European Commission pledge at odds with Theresa May’s wish for cloak of secrecy

Emily O’Reilly, European Ombudsman. Photograph: Alan Betson

Emily O’Reilly, European Ombudsman. Photograph: Alan Betson

 

A promise from the European Commission that the Brexit negotiations will be conducted with “unique and unprecedented transparency” is welcome, the EU Ombudsman Emily O’Reilly said on Wednesday.

How it works out in practice would be “interesting”, she noted somewhat sceptically, not least because British prime minister Theresa May has made clear her preference for conducting the negotiations under a cloak of secrecy.

The commission’s pledge, she said, was something of a “political play” in that context, although they could not force the UK to publish its submissions to the talks.
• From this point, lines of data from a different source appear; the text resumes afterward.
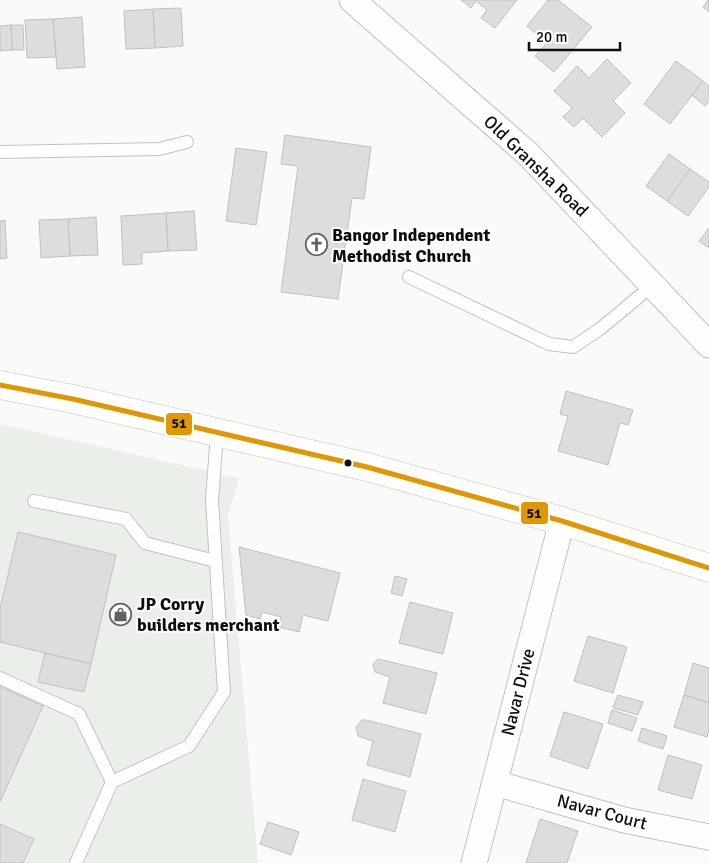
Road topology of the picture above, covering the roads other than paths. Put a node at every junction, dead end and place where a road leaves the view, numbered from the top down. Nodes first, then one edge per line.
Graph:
1 (352, 0) edge
2 (187, 142) dead end
3 (0, 152) edge
4 (409, 277) dead end
5 (653, 285) junction
6 (709, 345) edge
7 (0, 385) edge
8 (217, 433) junction
9 (34, 501) dead end
10 (562, 521) junction
11 (215, 561) junction
12 (709, 568) edge
13 (0, 678) edge
14 (112, 782) junction
15 (495, 783) junction
16 (709, 837) edge
17 (76, 863) edge
18 (474, 863) edge

1 - 5 street, Old Gransha Road
2 - 3 lane
4 - 5 lane
5 - 6 street, Old Gransha Road
7 - 8 street
8 - 10 street
8 - 11 lane
9 - 11 lane
10 - 12 street
10 - 15 street, Navar Drive
11 - 14 lane
13 - 14 lane
14 - 17 lane
15 - 16 street, Navar Court
15 - 18 street, Navar Drive

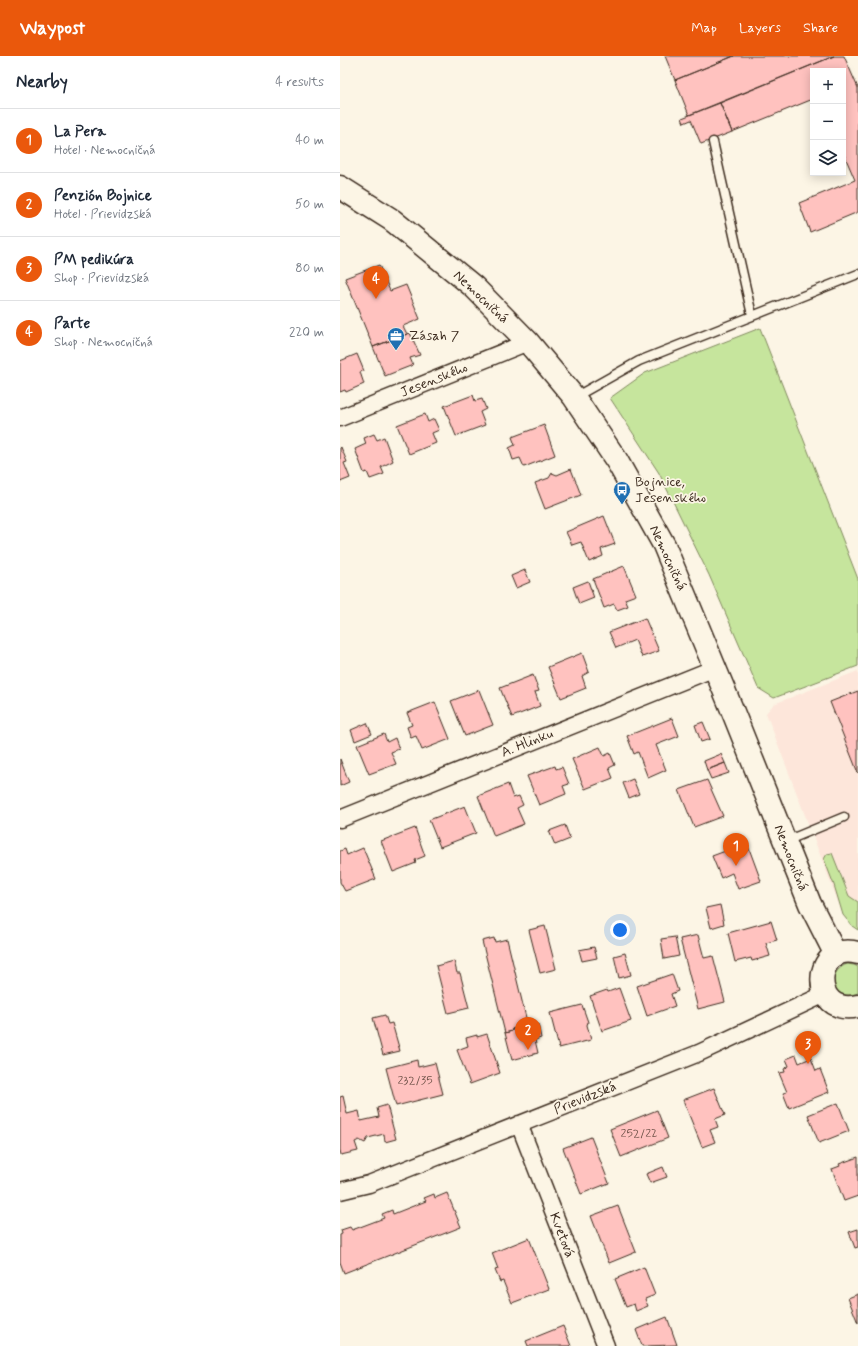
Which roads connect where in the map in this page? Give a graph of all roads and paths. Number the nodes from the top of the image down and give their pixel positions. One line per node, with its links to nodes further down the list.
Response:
1 (713, 142): 4 (lane)
2 (340, 187): 5 (street, Nemocničná)
3 (858, 274): 4 (lane)
4 (752, 315): 6 (lane)
5 (528, 342): 6 (street, Nemocničná); 7 (street, Jesenského)
6 (574, 397): 8 (street, Nemocničná)
7 (340, 418)
8 (715, 668): 10 (street, A. Hlinku); 11 (street, Nemocničná)
9 (844, 817): 11 (lane)
10 (340, 819)
11 (785, 841): 13 (street, Nemocničná)
12 (858, 953): 13 (street)
13 (836, 955): 14 (street)
14 (825, 994): 15 (street); 16 (street, Prievidzská)
15 (858, 1007)
16 (519, 1124): 17 (street, Prievidzská); 18 (street, Kvetová)
17 (340, 1191)
18 (606, 1346)

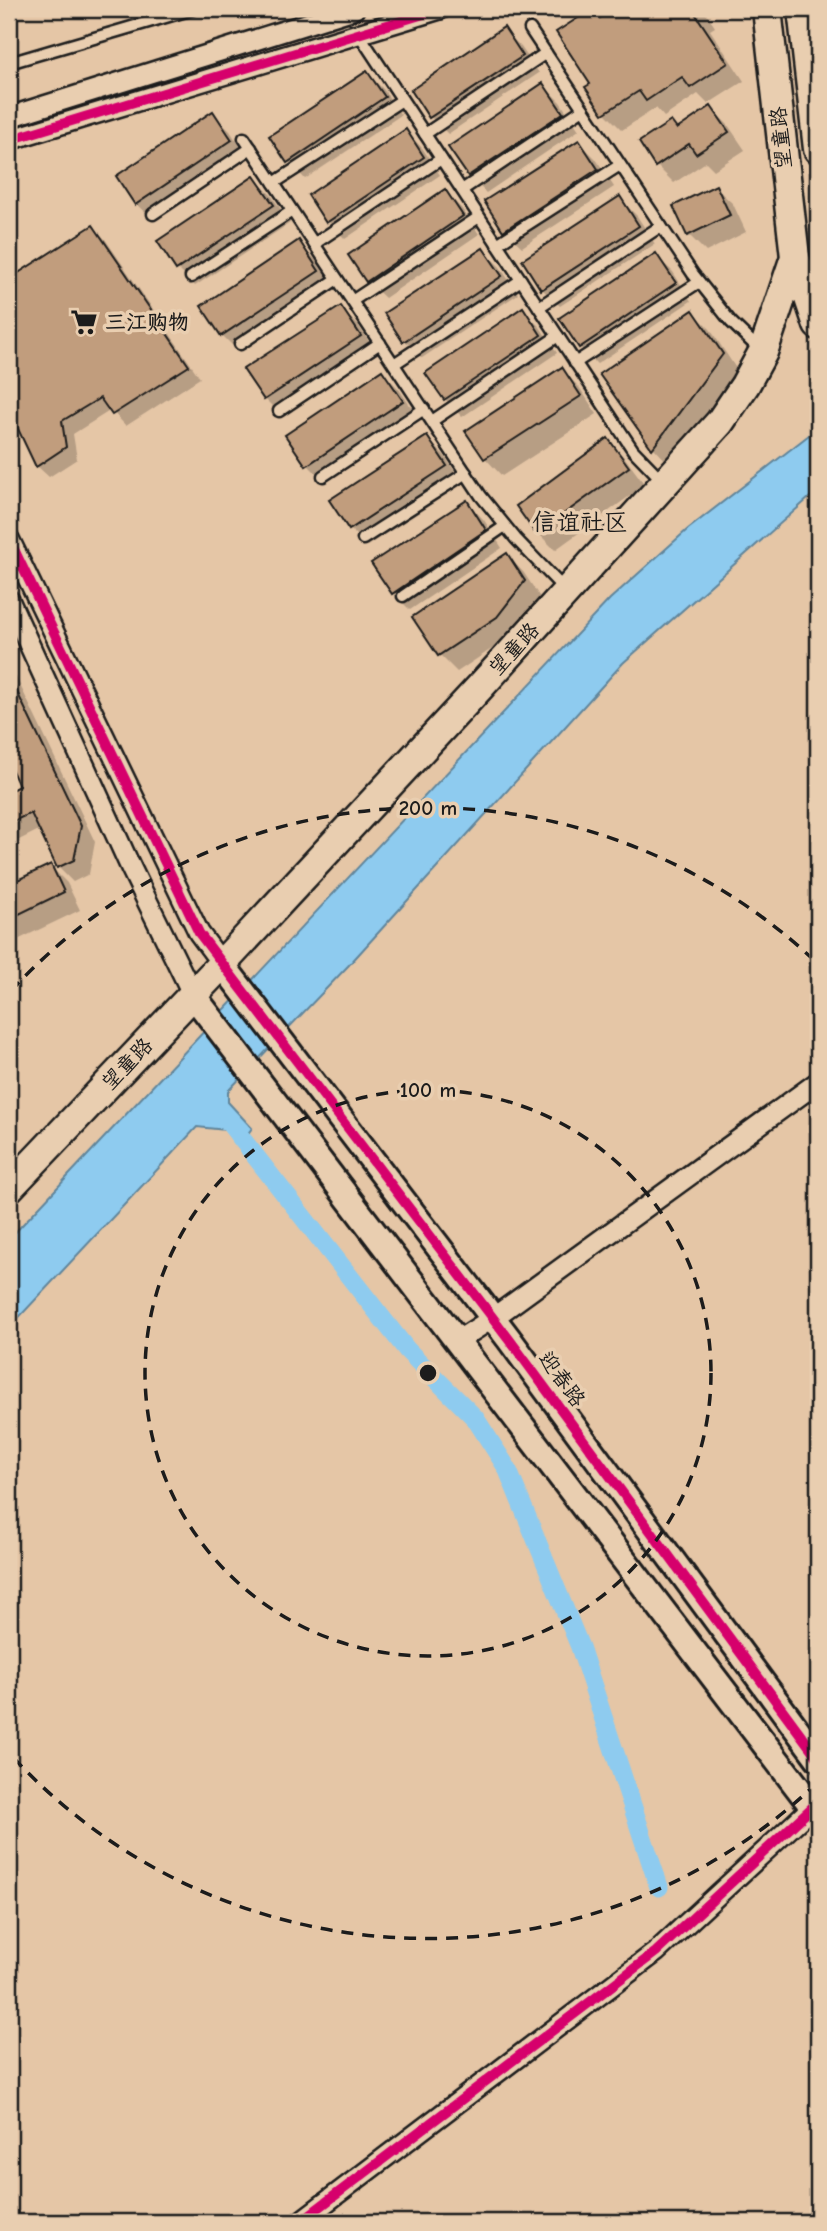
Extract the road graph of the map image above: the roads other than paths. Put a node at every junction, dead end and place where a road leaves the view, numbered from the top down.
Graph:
1 (193, 9) edge
2 (354, 9) edge
3 (440, 9) edge
4 (767, 9) edge
5 (803, 9) edge
6 (328, 13) edge
7 (530, 29) dead end
8 (359, 34) junction
9 (546, 53) junction
10 (9, 63) edge
11 (402, 100) junction
12 (583, 109) junction
13 (9, 117) edge
14 (425, 134) junction
15 (244, 138) dead end
16 (9, 140) edge
17 (251, 148) junction
18 (818, 149) edge
19 (441, 159) junction
20 (620, 165) junction
21 (274, 183) junction
22 (462, 190) junction
23 (292, 211) junction
24 (153, 214) dead end
25 (479, 216) junction
26 (661, 226) junction
27 (314, 244) junction
28 (497, 244) junction
29 (794, 257) junction
30 (191, 277) dead end
31 (337, 279) junction
32 (521, 279) junction
33 (699, 282) junction
34 (352, 301) junction
35 (539, 307) junction
36 (818, 324) edge
37 (558, 336) junction
38 (240, 344) dead end
39 (380, 344) junction
40 (763, 352) junction
41 (575, 363) junction
42 (394, 364) junction
43 (424, 409) junction
44 (279, 411) dead end
45 (432, 421) junction
46 (466, 473) junction
47 (323, 476) dead end
48 (665, 482) junction
49 (505, 526) junction
50 (9, 539) edge
51 (363, 539) dead end
52 (15, 567) edge
53 (566, 591) junction
54 (402, 596) dead end
55 (9, 600) edge
56 (222, 964) junction
57 (193, 995) junction
58 (818, 1082) edge
59 (9, 1188) edge
60 (493, 1318) junction
61 (457, 1341) junction
62 (818, 1758) edge
63 (817, 1808) edge
64 (300, 2222) edge

1 - 10 lane
2 - 6 street
3 - 8 street
4 - 29 main road, 望童路
5 - 18 main road, 望童路
6 - 13 street
7 - 9 lane
8 - 11 lane
8 - 16 street
9 - 12 lane
9 - 14 lane
11 - 14 lane
11 - 21 lane
12 - 20 lane
12 - 22 lane
14 - 19 lane
15 - 17 lane
17 - 21 lane
17 - 24 lane
19 - 22 lane
19 - 27 lane
20 - 26 lane
20 - 28 lane
21 - 23 lane
22 - 25 lane
23 - 27 lane
23 - 30 lane
25 - 28 lane
25 - 34 lane
26 - 33 lane
26 - 35 lane
27 - 31 lane
28 - 32 lane
29 - 36 main road
29 - 40 main road, 望童路
31 - 34 lane
31 - 38 lane
32 - 35 lane
32 - 42 lane
33 - 40 lane
33 - 41 lane
34 - 39 lane
35 - 37 lane
37 - 41 lane
37 - 45 lane
39 - 42 lane
39 - 44 lane
40 - 48 main road, 望童路
41 - 48 lane
42 - 43 lane
43 - 45 lane
43 - 47 lane
45 - 46 lane
46 - 49 lane
46 - 51 lane
48 - 53 main road, 望童路
49 - 53 lane
49 - 54 lane
50 - 52 street
52 - 56 street
53 - 56 main road, 望童路
55 - 57 street
56 - 57 main road, 望童路
56 - 60 street, 迎春路
57 - 59 main road, 望童路
57 - 61 street
58 - 60 street
60 - 61 street
60 - 62 street, 迎春路
61 - 63 street
63 - 64 street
“But once the negotiations start, the commission [which will lead the negotiations for the 27] will increasingly need to consult stakeholders to make fully informed decisions,” she said. “At this stage the public will need ever-greater reassurance about how the commission is treating the input.”

Lobbying guidelines

Ms O’Reilly, launching her office’s annual report for 2016 in Brussels, said that the Council of Ministers remained the EU institution with which her office engaged least but there were signs of progress on transparency.

Her office, which has taken on an increasing role in championing freedom of information in the institutions in recent years, also published on Wednesday a list of dos and don’ts for EU officials governing their interactions with the huge Brussels lobbying industry.

“It is not always obvious to public officials as to what constitutes acceptable lobbying . . . This checklist will help ordinary civil servants to navigate these occasionally tricky waters,” Ms O’Reilly said.

Her office handled 1,880 individual complaints from around the EU last year and opened 245 formal inquiries, referring most of the balance to competent national bodies. Some 52 complaints were made in Ireland, and eight inquiries opened.

Fifty eight per cent of inquiries concerned complaints about the commission, while a majority involved either freedom of information or management of EU personnel issues.